Use of Coated Silver Nanoparticles to Understand the Relationship of Particle Dissolution and Bioavailability to Cell and Lung Toxicological Potential

• Published in: Small (Weinheim an der Bergstrasse, Germany) Vol. 10; no. 2; pp. 385 - 398
• Main Authors: Wang, Xiang, Ji, Zhaoxia, Chang, Chong Hyun, Zhang, Haiyuan, Wang, Meiying, Liao, Yu-Pei, Lin, Sijie, Meng, Huan, Li, Ruibin, Sun, Bingbing, Winkle, Laura Van, Pinkerton, Kent E., Zink, Jeffrey I., Xia, Tian, Nel, André E.
• Format: Journal Article
• Language: English
• Published: Germany Blackwell Publishing Ltd 29.01.2014; Wiley Subscription Services, Inc
• Subjects: Animals; Biocompatibility; Biological Availability; Cell Line; Citrates; cytotoxicity; Dissolution; Female; Humans; Lung - drug effects; lung inflammation; Lungs; Male; Metal Nanoparticles - chemistry; Metal Nanoparticles - toxicity; Mice; Microscopy, Electron, Transmission; nanoparticle; Nanoparticles; Nanostructure; Nanotechnology; Rats; Silver; Silver - chemistry; Silver - pharmacokinetics; Silver - toxicity; Solubility; Toxicity; Toxicity Tests, Subchronic; nanoparticle; silver; cytotoxicity; dissolution; lung inflammation
• ISSN: 1613-6810; 1613-6829; 1613-6829
• DOI: 10.1002/smll.201301597

Since more than 30% of consumer products that include engineered nanomaterials contain nano‐Ag, the safety of this material is of considerable public concern. In this study, Ag nanoparticles (NPs) are used to demonstrate that 20 nm polyvinylpyrrolidone (PVP or P) and citrate (C)‐coated Ag NPs induce more cellular toxicity and oxidative stress than larger (110 nm) particles due to a higher rate of dissolution and Ag bioavailability. Moreover, there is also a higher propensity for citrate 20 nm (C20) nanoparticles to generate acute neutrophilic inflammation in the lung and to produce chemokines compared to C110. P110 has less cytotoxic effects than C110, likely due to the ability of PVP to complex released Ag+. In contrast to the more intense acute pulmonary effects of C20, C110 induces mild pulmonary fibrosis at day 21, likely as a result of slow but persistent Ag+ release leading to a sub‐chronic injury response. Interestingly, the released metallic Ag is incorporated into the collagen fibers depositing around airways and the lung interstitium. Taken together, these results demonstrate that size and surface coating affect the cellular toxicity of Ag NPs as well as their acute versus sub‐chronic lung injury potential.
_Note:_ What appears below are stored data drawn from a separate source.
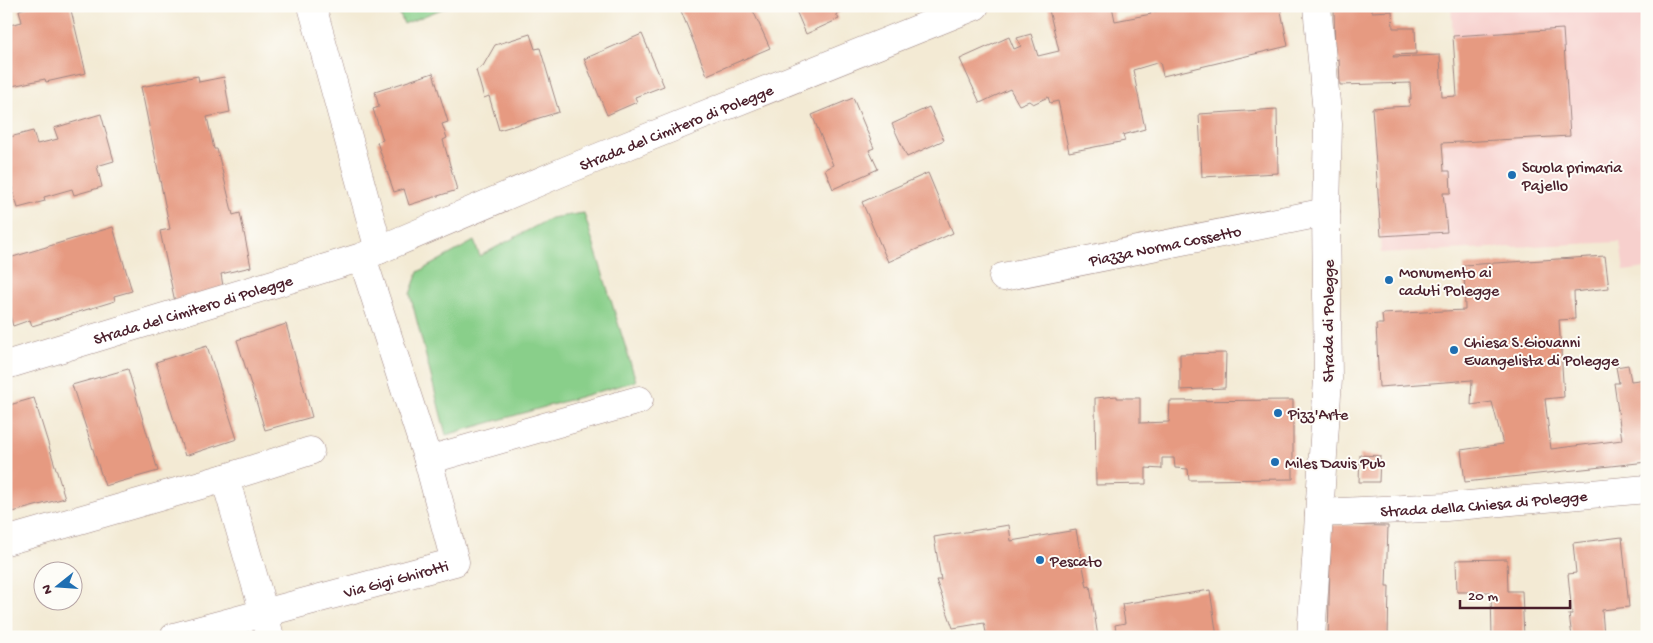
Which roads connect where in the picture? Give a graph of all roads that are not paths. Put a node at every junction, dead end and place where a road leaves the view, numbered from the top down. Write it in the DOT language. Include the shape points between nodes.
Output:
graph roads {
  1 [pos="312,6"];
  2 [pos="975,6"];
  3 [pos="1317,6"];
  4 [pos="1326,212"];
  5 [pos="371,254"];
  6 [pos="1003,277"];
  7 [pos="6,366"];
  8 [pos="639,400"];
  9 [pos="310,451"];
  10 [pos="428,460"];
  11 [pos="225,478"];
  12 [pos="1647,489"];
  13 [pos="1319,513"];
  14 [pos="6,541"];
  15 [pos="267,625"];
  16 [pos="174,637"];
  17 [pos="1311,637"];
  1 -- 5 [label="street"];
  2 -- 5 [label="street, Strada del Cimitero di Polegge" via="574,167"];
  3 -- 4 [label="street, Strada di Polegge" via="1328,124"];
  4 -- 6 [label="street, Piazza Norma Cossetto"];
  4 -- 13 [label="street, Strada di Polegge" via="1328,379"];
  5 -- 7 [label="street, Strada del Cimitero di Polegge"];
  5 -- 10 [label="street, Via Gigi Ghirotti"];
  8 -- 10 [label="street"];
  9 -- 11 [label="street"];
  10 -- 15 [label="street, Via Gigi Ghirotti" via="456,562"];
  11 -- 14 [label="street"];
  11 -- 15 [label="street"];
  12 -- 13 [label="street, Strada della Chiesa di Polegge" via="1446,507"];
  13 -- 17 [label="street, Strada di Polegge"];
  15 -- 16 [label="street, Via Gigi Ghirotti"];
}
Twenty and 110 nm Ag nanoparticles coated with PVP or citrate are used to determine their toxicity in vitro and in vivo. Small particles (20 nm) generate higher acute lung toxicity than big particles because of their high dissolution rate. However, large particles (110 nm) induce chronic lung fibrosis due to their slow dissolution rate and persistence in lungs.